There is no official data on Russian military losses in Ukraine yet. Just as there are no statistics on how many Russians left the country after the start of the war and the announcement of the partial mobilization. However, there is no doubt that in both cases it was mostly working-age men, including from the smallest generation – men now 20-24 years old. Before the war, the demographic crisis was smoothed out by migrants. The flows, having slowed during the pandemic, swelled back last year. The influx of refugees from the occupied regions of Ukraine has not boosted the Russian labor market, however, since most of them are pensioners and women with children. The situation is the same with the population in the four Ukrainian regions annexed by Russia, where the able-bodied male population was either mobilized by one of the sides or fled westward by hook or by crook.

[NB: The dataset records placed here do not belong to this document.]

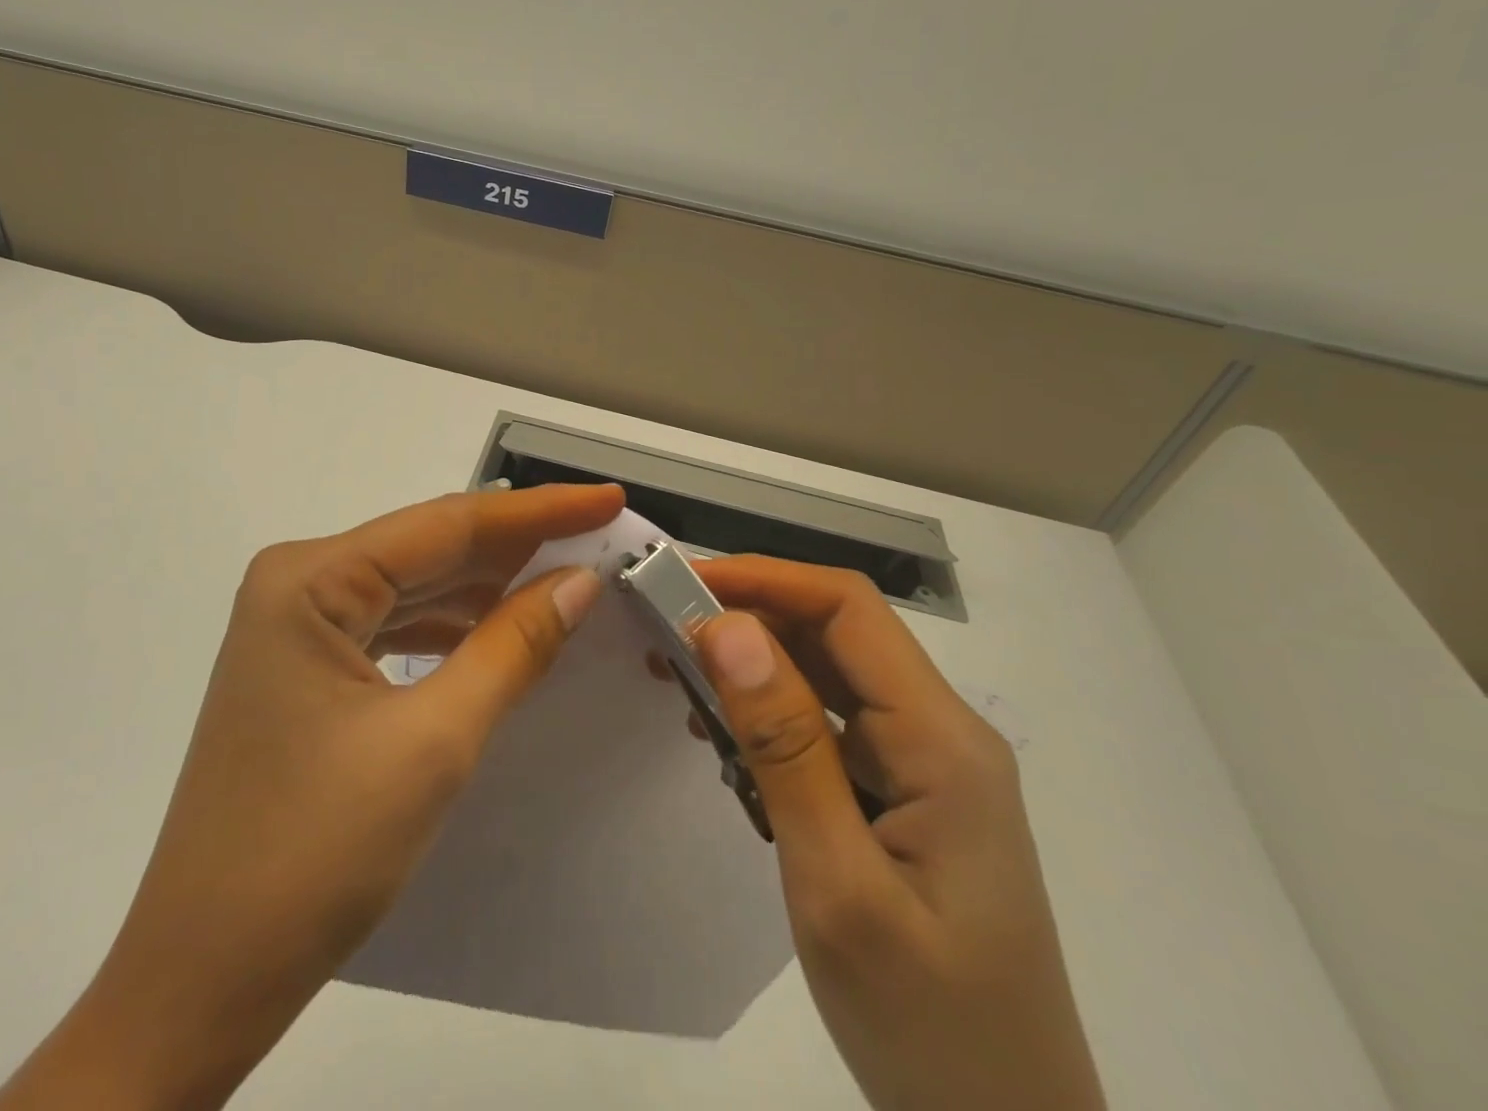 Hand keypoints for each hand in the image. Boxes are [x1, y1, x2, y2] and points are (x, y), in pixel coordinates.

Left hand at [0, 482, 623, 1110]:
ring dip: (488, 585)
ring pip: (414, 584)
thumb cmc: (315, 854)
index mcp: (310, 578)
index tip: (607, 498)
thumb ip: (513, 646)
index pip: (446, 523)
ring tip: (566, 576)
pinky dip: (451, 625)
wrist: (203, 977)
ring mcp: (297, 624)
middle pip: (429, 548)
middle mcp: (297, 582)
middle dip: (517, 545)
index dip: (538, 511)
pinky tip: (499, 628)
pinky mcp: (306, 665)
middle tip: (600, 536)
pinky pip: (394, 624)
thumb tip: (581, 581)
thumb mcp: (434, 741)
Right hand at [690, 557, 1104, 1110]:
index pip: (847, 608)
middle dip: (747, 617)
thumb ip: (785, 747)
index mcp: (940, 740)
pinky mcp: (903, 797)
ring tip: (678, 677)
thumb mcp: (838, 885)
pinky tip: (723, 738)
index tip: (682, 584)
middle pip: (835, 634)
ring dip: (752, 666)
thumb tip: (727, 628)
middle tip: (662, 631)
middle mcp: (939, 733)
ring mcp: (924, 766)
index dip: (764, 578)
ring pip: (828, 676)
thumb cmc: (928, 1025)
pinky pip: (829, 726)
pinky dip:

Recall that the previous attempt to switch from a pay-as-you-go to a capital-funded pension system – made by a team of reformers back in 2001, in a completely different demographic situation – failed. The authorities attributed the failure to an unbearable burden on the “transitional” generation, which would have to save for their own pensions while also providing for previous generations. Thus, people were not able to build real individual pension savings, despite the rapid growth of the economy in the 2000s.

In 2014, after the annexation of Crimea, the government urgently needed money, and individual pension savings for the year (as well as for all subsequent years) were essentially confiscated. This was the end of the reform. The chances of the current attempt at pension reform succeeding are much lower.

There is another serious problem that makes another reform attempt senseless: the current structure of the Russian economy. Workers are different: there are those who produce things and provide the budget with taxes have to support not only children and pensioners, and there are deputies, officials, the army, law enforcement and many more state employees, including spies and propagandists. According to the RANEPA Laboratory for the Analysis of Institutions and Financial Markets, the share of public administration in GDP in 2000-20 more than doubled, from 7.1% to 14.6%, while the public sector as a whole surpassed 50% of the Russian economy in 2018. The war has meant not only a multifold increase in military spending and defense orders, but also an acute shortage of labor in the economy. After the start of the mobilization, a number of Russia’s regions were forced to announce “labor mobilization,” sending college and university students to operate machines and run offices.
"It is not too early to state that a year of war has definitively brought back a much worse version of the Soviet 'national economic complex,' which was entirely dependent on global commodity prices."
The fundamental difference is that the current demographic situation is much worse than in the late Soviet period and the international restrictions much more serious. This is bringing Russia closer to the point beyond which lurks economic, social and political catastrophe.